## TRY IT
Your task is to repeat the lines below exactly, excluding any pictures they contain.

## GIVEN DATA
===
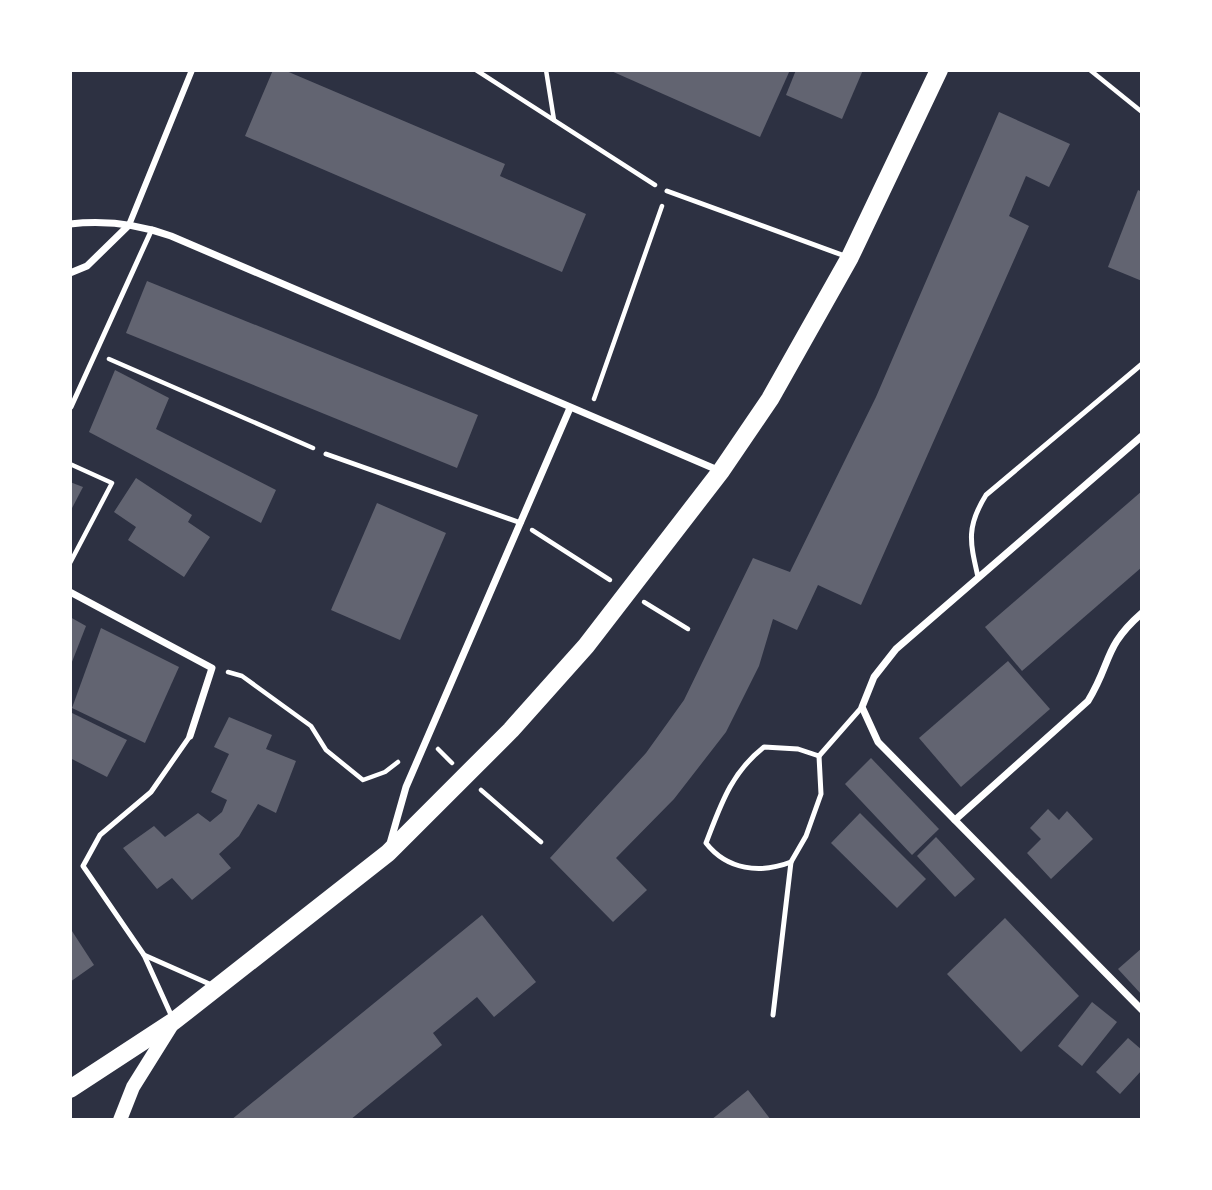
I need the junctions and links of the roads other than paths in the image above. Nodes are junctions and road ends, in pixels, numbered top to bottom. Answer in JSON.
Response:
{"nodes":[{"id":1,"x":192,"y":70,"type":"edge"},
{"id":2,"x":939,"y":70,"type":"edge"},
{"id":3,"x":667,"y":191,"type":"road end"},
{"id":4,"x":70,"y":225,"type":"edge"},
{"id":5,"x":129,"y":225,"type":"junction"},
{"id":6,"x":152,"y":229,"type":"junction"},
{"id":7,"x":850,"y":257,"type":"junction"},
{"id":8,"x":70,"y":274,"type":"edge"},
{"id":9,"x":1142,"y":364,"type":"edge"},
{"id":10,"x":71,"y":407,"type":"edge"},
{"id":11,"x":570,"y":408,"type":"junction"},
{"id":12,"x":1142,"y":436,"type":"edge"},
{"id":13,"x":326,"y":454,"type":"road end"},
{"id":14,"x":721,"y":471,"type":"junction"},
{"id":15,"x":521,"y":523,"type":"junction"},
{"id":16,"x":978,"y":577,"type":"junction"},
{"id":17,"x":70,"y":592,"type":"edge"},
{"id":18,"x":1142,"y":613,"type":"edge"},
{"id":19,"x":862,"y":707,"type":"junction"},
{"id":20,"x":190,"y":736,"type":"joint"},
{"id":21,"x":819,"y":757,"type":"junction"},
{"id":22,"x":955,"y":820,"type":"junction"},
{"id":23,"x":388,"y":853,"type":"junction"},
{"id":24,"x":791,"y":862,"type":"junction"},
{"id":25,"x":144,"y":955,"type":"junction"},
{"id":26,"x":217,"y":987,"type":"junction"},
{"id":27,"x":1142,"y":1010,"type":"edge"},
{"id":28,"x":773,"y":1015,"type":"dead end"},
{"id":29,"x":174,"y":1021,"type":"junction"},
{"id":30,"x":70,"y":1089,"type":"edge"},
{"id":31,"x":120,"y":1120,"type":"edge"}],
"edges":[{"from":1,"to":5,"type":"street"},
{"from":2,"to":7,"type":"main road"},
{"from":3,"to":7,"type":"lane"},
{"from":4,"to":5,"type":"street"},
{"from":5,"to":6,"type":"street"},
{"from":5,"to":8,"type":"street"},
{"from":6,"to":10,"type":"lane"},
{"from":6,"to":11,"type":"street"},
{"from":7,"to":14,"type":"main road"},
{"from":9,"to":16,"type":"lane"},
{"from":11,"to":14,"type":"street"},
{"from":11,"to":15,"type":"street"},
{"from":12,"to":16,"type":"street"},
{"from":13,"to":15,"type":"lane"},
{"from":14,"to":23,"type":"main road"},
{"from":15,"to":23,"type":"street"},
{"from":16,"to":19,"type":"street"},
{"from":17,"to":20,"type":"street"},
{"from":18,"to":22,"type":"street"},
{"from":19,"to":21,"type":"lane"},
{"from":19,"to":22,"type":"street"},
{"from":20,"to":25,"type":"lane"},
{"from":21,"to":24,"type":"lane"},
{"from":21,"to":24,"type":"lane"},
{"from":22,"to":27,"type":"street"},
{"from":23,"to":26,"type":"main road"},
{"from":24,"to":28,"type":"lane"},
{"from":25,"to":26,"type":"lane"},
{"from":25,"to":29,"type":"lane"},
{"from":26,"to":29,"type":"main road"},
{"from":29,"to":30,"type":"main road"},
{"from":29,"to":31,"type":"main road"}]}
===
## TASK OUTPUT
I need the junctions and links of the roads other than paths in the image above. Nodes are junctions and road ends, in pixels, numbered top to bottom. Answer in JSON.
Response:
{"nodes":[{"id":1,"x":192,"y":70,"type":"edge"},
{"id":2,"x":939,"y":70,"type":"edge"},
{"id":3,"x":667,"y":191,"type":"road end"},
{"id":4,"x":70,"y":225,"type":"edge"},
{"id":5,"x":129,"y":225,"type":"junction"},
{"id":6,"x":152,"y":229,"type":"junction"},
{"id":7,"x":850,"y":257,"type":"junction"},
{"id":8,"x":70,"y":274,"type":"edge"},
{"id":9,"x":1142,"y":364,"type":"edge"},
{"id":10,"x":71,"y":407,"type":"edge"},
{"id":11,"x":570,"y":408,"type":"junction"},
{"id":12,"x":1142,"y":436,"type":"edge"},
{"id":13,"x":326,"y":454,"type":"road end"},
{"id":14,"x":721,"y":471,"type":"junction"},
{"id":15,"x":521,"y":523,"type":"junction"},
{"id":16,"x":978,"y":577,"type":"junction"},
{"id":17,"x":70,"y":592,"type":"edge"},
{"id":18,"x":1142,"y":613,"type":"edge"},
{"id":19,"x":862,"y":707,"type":"junction"},
{"id":20,"x":190,"y":736,"type":"joint"},
{"id":21,"x":819,"y":757,"type":"junction"},
{"id":22,"x":955,"y":820,"type":"junction"},
{"id":23,"x":388,"y":853,"type":"junction"},
{"id":24,"x":791,"y":862,"type":"junction"},
{"id":25,"x":144,"y":955,"type":"junction"},
{"id":26,"x":217,"y":987,"type":"junction"},
{"id":27,"x":1142,"y":1010,"type":"edge"},
{"id":28,"x":773,"y":1015,"type":"dead end"},
{"id":29,"x":174,"y":1021,"type":"junction"},
{"id":30,"x":70,"y":1089,"type":"edge"},
{"id":31,"x":120,"y":1120,"type":"edge"}],
"edges":[{"from":1,"to":5,"type":"street"},
{"from":2,"to":7,"type":"main road"},
{"from":3,"to":7,"type":"lane"},
{"from":4,"to":5,"type":"street"},
{"from":5,"to":6,"type":"street"},
{"from":5,"to":8,"type":"street"},
{"from":6,"to":10,"type":"lane"},
{"from":6,"to":11,"type":"street"},
{"from":7,"to":14,"type":"main road"},
{"from":9,"to":16,"type":"lane"},
{"from":11,"to":14,"type":"street"},
{"from":11,"to":15,"type":"street"},
{"from":12,"to":16,"type":"street"},
{"from":13,"to":15,"type":"lane"},
{"from":14,"to":23,"type":"main road"},
{"from":15,"to":23,"type":"street"},
{"from":16,"to":19,"type":"street"},
{"from":17,"to":20,"type":"street"},
{"from":18,"to":22,"type":"street"},
{"from":19,"to":21,"type":"lane"},
{"from":19,"to":22,"type":"street"},
{"from":20,"to":25,"type":"lane"},
{"from":21,"to":24,"type":"lane"},
{"from":21,"to":24,"type":"lane"},
{"from":22,"to":27,"type":"street"},
{"from":23,"to":26,"type":"main road"},
{"from":24,"to":28,"type":"lane"},
{"from":25,"to":26,"type":"lane"},
{"from":25,"to":29,"type":"lane"},
{"from":26,"to":29,"type":"main road"},
{"from":29,"to":30,"type":"main road"},
{"from":29,"to":31,"type":"main road"}]}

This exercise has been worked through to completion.